_MATERIAL TO PROCESS_:
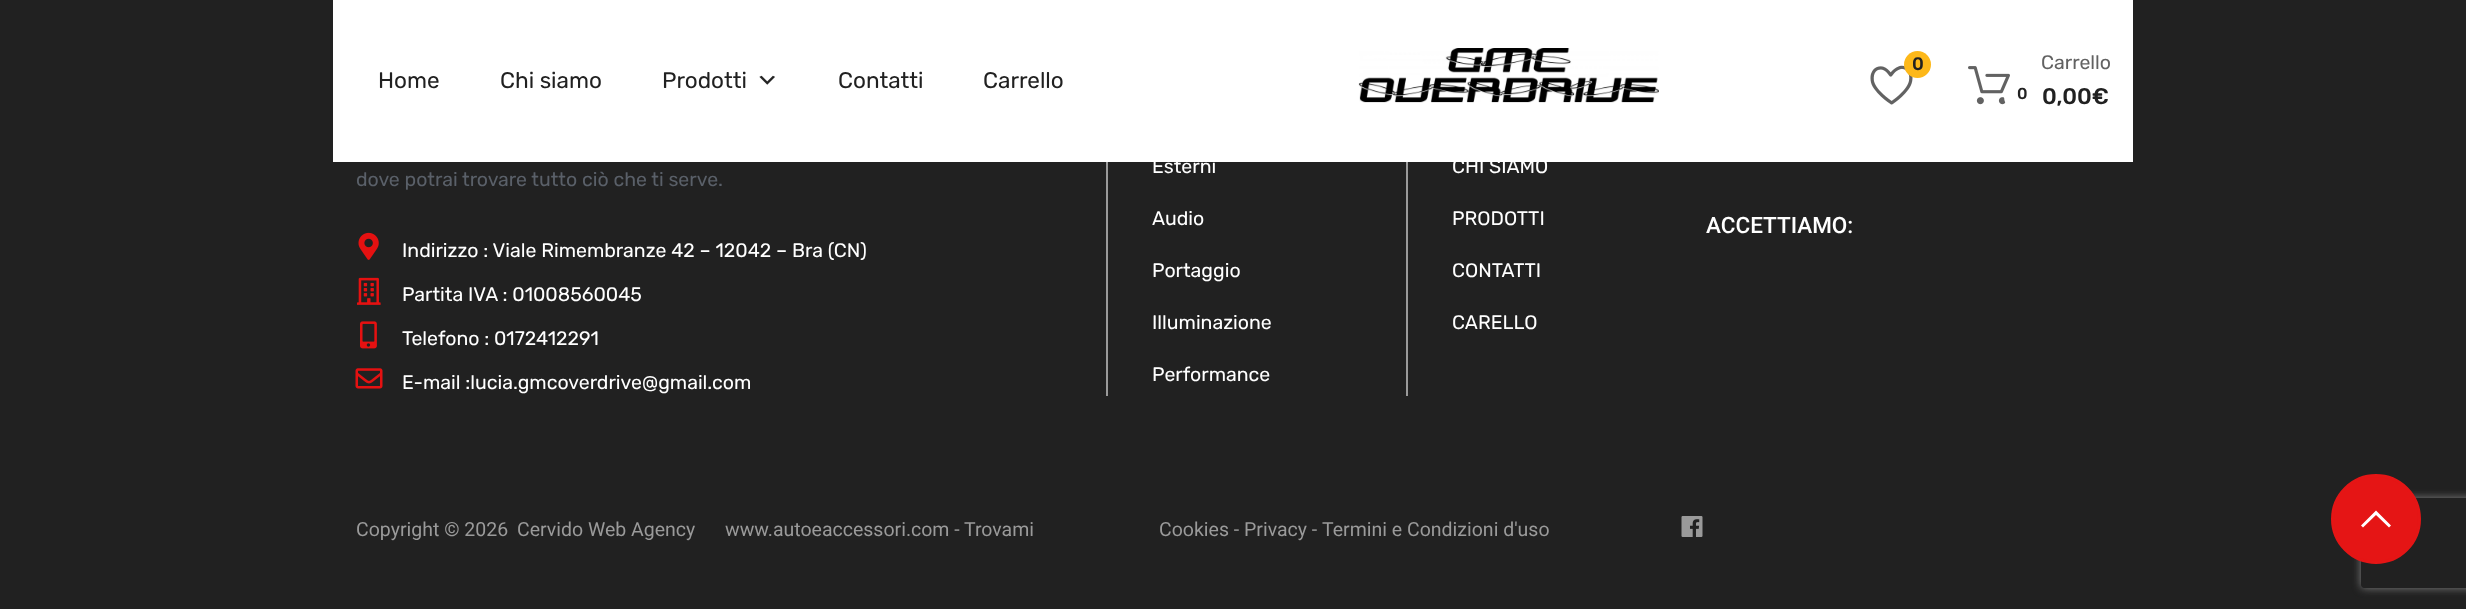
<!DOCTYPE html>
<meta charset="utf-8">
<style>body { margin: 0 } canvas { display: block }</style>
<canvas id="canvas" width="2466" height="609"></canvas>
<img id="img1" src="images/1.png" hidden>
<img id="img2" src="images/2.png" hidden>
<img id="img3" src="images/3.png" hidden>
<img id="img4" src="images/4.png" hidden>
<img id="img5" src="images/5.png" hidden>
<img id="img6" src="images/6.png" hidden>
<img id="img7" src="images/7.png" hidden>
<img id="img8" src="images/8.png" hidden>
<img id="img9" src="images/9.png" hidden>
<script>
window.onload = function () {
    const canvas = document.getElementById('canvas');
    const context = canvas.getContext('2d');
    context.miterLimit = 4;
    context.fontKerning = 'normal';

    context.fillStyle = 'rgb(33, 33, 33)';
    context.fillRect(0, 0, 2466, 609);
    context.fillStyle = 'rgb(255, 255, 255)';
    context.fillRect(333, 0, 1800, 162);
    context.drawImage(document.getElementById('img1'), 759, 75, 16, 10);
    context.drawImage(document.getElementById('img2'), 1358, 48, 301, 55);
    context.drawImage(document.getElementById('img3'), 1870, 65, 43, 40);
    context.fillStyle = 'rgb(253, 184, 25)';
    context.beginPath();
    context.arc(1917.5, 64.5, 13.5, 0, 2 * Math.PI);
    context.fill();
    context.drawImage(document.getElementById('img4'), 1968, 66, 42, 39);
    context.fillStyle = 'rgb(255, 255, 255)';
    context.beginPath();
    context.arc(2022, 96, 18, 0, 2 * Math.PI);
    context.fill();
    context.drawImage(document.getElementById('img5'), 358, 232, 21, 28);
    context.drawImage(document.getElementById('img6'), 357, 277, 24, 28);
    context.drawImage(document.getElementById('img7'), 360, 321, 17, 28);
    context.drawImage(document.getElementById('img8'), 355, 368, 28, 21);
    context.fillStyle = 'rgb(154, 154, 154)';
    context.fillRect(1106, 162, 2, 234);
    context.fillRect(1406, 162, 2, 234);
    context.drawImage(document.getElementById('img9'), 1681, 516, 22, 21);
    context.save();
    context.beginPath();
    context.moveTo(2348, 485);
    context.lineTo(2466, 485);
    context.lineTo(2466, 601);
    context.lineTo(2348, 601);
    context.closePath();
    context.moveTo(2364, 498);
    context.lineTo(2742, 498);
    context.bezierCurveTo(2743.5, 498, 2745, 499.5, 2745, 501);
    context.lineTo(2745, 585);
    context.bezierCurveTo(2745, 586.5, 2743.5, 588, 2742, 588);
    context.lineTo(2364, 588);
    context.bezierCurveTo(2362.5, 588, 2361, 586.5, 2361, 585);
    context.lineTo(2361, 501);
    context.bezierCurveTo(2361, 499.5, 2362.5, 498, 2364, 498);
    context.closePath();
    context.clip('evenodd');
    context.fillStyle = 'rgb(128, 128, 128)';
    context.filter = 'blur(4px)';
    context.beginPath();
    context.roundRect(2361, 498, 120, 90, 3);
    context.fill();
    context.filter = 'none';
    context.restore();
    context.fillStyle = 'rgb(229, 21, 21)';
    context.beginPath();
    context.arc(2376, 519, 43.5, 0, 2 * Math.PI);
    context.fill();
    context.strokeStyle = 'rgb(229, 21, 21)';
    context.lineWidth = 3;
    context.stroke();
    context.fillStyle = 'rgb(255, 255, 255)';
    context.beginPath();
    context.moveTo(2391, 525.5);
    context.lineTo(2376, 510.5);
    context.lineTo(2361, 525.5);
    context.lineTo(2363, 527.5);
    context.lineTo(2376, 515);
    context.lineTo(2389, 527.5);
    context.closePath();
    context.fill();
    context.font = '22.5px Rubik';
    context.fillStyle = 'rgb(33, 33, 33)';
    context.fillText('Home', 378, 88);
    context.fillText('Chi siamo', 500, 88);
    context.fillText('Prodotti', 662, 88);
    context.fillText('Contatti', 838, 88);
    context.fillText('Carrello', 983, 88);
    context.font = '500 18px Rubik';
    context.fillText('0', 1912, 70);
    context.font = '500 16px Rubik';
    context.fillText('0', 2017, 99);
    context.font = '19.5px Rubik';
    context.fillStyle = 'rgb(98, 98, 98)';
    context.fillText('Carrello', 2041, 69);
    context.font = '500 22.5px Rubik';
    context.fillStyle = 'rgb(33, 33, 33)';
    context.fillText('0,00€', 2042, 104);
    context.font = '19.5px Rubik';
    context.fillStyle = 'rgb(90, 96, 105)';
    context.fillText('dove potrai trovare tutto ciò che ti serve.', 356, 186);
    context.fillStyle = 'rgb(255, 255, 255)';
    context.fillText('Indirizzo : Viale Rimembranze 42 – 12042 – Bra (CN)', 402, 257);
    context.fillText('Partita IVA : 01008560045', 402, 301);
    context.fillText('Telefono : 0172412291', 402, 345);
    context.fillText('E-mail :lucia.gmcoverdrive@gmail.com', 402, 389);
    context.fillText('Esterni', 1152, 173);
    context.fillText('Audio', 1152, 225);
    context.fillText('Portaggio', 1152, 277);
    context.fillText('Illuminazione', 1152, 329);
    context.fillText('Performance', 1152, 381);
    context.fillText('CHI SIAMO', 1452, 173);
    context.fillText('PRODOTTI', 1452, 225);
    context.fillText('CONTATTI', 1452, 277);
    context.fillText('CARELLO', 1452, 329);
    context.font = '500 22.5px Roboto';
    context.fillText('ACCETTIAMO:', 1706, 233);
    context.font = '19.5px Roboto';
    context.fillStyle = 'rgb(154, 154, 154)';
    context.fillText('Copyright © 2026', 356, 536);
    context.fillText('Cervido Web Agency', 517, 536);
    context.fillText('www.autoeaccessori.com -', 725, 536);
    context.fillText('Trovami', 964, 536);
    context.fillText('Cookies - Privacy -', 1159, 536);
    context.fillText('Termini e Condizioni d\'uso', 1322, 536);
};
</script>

_WORK TO COMPLETE_: Take every line from the records that holds "images" and copy it down.

_SOLUTION FOR THIS TASK_:
<img id="img1" src="images/1.png" hidden>
<img id="img2" src="images/2.png" hidden>
<img id="img3" src="images/3.png" hidden>
<img id="img4" src="images/4.png" hidden>
<img id="img5" src="images/5.png" hidden>
<img id="img6" src="images/6.png" hidden>
<img id="img7" src="images/7.png" hidden>
<img id="img8" src="images/8.png" hidden>
<img id="img9" src="images/9.png" hidden>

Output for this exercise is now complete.